══ DATA LISTING
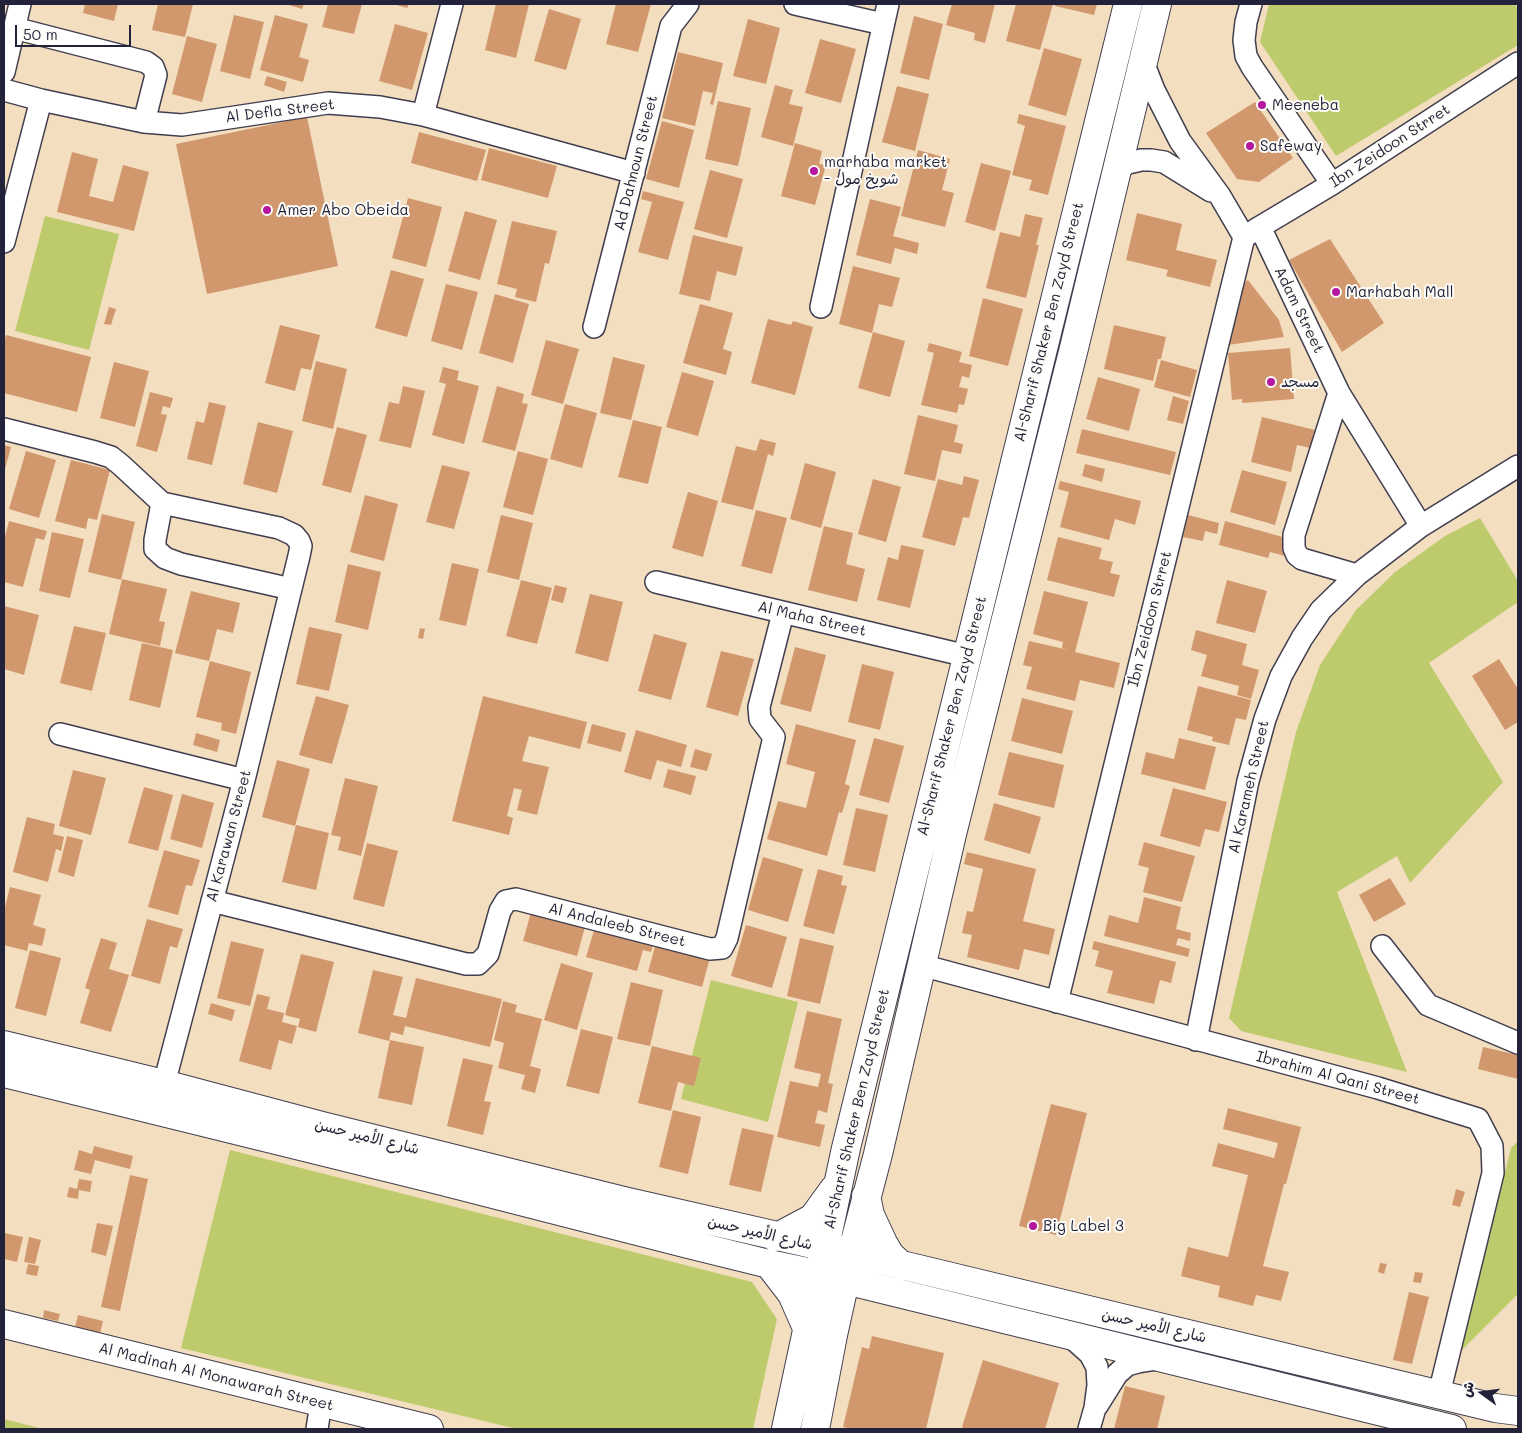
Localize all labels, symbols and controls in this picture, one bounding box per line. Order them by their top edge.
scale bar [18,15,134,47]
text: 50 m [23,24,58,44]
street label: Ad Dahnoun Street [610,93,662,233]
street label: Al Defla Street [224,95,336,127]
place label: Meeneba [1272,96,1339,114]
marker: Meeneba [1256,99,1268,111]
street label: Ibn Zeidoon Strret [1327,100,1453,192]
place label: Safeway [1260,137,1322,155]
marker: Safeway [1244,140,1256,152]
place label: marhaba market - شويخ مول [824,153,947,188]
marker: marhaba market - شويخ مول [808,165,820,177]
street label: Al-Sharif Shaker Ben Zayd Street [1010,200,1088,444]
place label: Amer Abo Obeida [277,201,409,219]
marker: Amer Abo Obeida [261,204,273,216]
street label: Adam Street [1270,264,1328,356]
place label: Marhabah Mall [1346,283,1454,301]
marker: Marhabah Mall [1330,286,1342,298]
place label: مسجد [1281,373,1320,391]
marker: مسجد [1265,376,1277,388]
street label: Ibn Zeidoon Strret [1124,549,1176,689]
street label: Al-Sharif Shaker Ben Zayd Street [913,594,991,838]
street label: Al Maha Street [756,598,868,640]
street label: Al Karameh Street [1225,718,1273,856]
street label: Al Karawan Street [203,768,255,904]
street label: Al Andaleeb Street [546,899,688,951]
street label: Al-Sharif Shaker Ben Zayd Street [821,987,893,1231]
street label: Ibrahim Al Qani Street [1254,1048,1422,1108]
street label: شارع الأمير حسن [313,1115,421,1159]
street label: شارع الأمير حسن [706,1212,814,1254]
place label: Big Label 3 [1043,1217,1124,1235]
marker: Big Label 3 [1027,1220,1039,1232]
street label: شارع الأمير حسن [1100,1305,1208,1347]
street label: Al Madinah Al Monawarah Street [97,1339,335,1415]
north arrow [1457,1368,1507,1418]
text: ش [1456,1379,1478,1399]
════
WORK ITEM:
All records must be output exactly as they are, except for the pictures, which are left out.

ANSWER AREA:
Localize all labels, symbols and controls in this picture, one bounding box per line. Order them by their top edge.
scale bar [18,15,134,47]
text: 50 m [23,24,58,44]
street label: Ad Dahnoun Street [610,93,662,233]
street label: Al Defla Street [224,95,336,127]
place label: Meeneba [1272,96,1339,114]
marker: Meeneba [1256,99,1268,111]
street label: Ibn Zeidoon Strret [1327,100,1453,192]
place label: Safeway [1260,137,1322,155]
marker: Safeway [1244,140,1256,152]
place label: marhaba market - شويخ مول [824,153,947,188]
marker: marhaba market - شويخ مول [808,165,820,177]
street label: Al-Sharif Shaker Ben Zayd Street [1010,200,1088,444]
place label: Amer Abo Obeida [277,201,409,219]
marker: Amer Abo Obeida [261,204,273,216]
street label: Adam Street [1270,264,1328,356]
place label: Marhabah Mall [1346,283,1454,301]
marker: Marhabah Mall [1330,286,1342,298]
place label: مسجد [1281,373,1320,391]
marker: مسجد [1265,376,1277,388]
street label: Ibn Zeidoon Strret [1124,549,1176,689]
street label: Al-Sharif Shaker Ben Zayd Street [913,594,991,838]
street label: Al Maha Street [756,598,868,640]
street label: Al Karameh Street [1225,718,1273,856]
street label: Al Karawan Street [203,768,255,904]
street label: Al Andaleeb Street [546,899,688,951]
street label: Al-Sharif Shaker Ben Zayd Street [821,987,893,1231]
street label: Ibrahim Al Qani Street [1254,1048,1422,1108]
street label: شارع الأمير حسن [313,1115,421,1159]
street label: شارع الأمير حسن [706,1212,814,1254]
place label: Big Label 3 [1043,1217,1124,1235]
marker: Big Label 3 [1027,1220,1039,1232]
street label: شارع الأمير حسن [1100,1305,1208,1347]
street label: Al Madinah Al Monawarah Street [97,1339,335,1415]
north arrow [1457,1368,1507,1418]
text: ش [1456,1379,1478,1399]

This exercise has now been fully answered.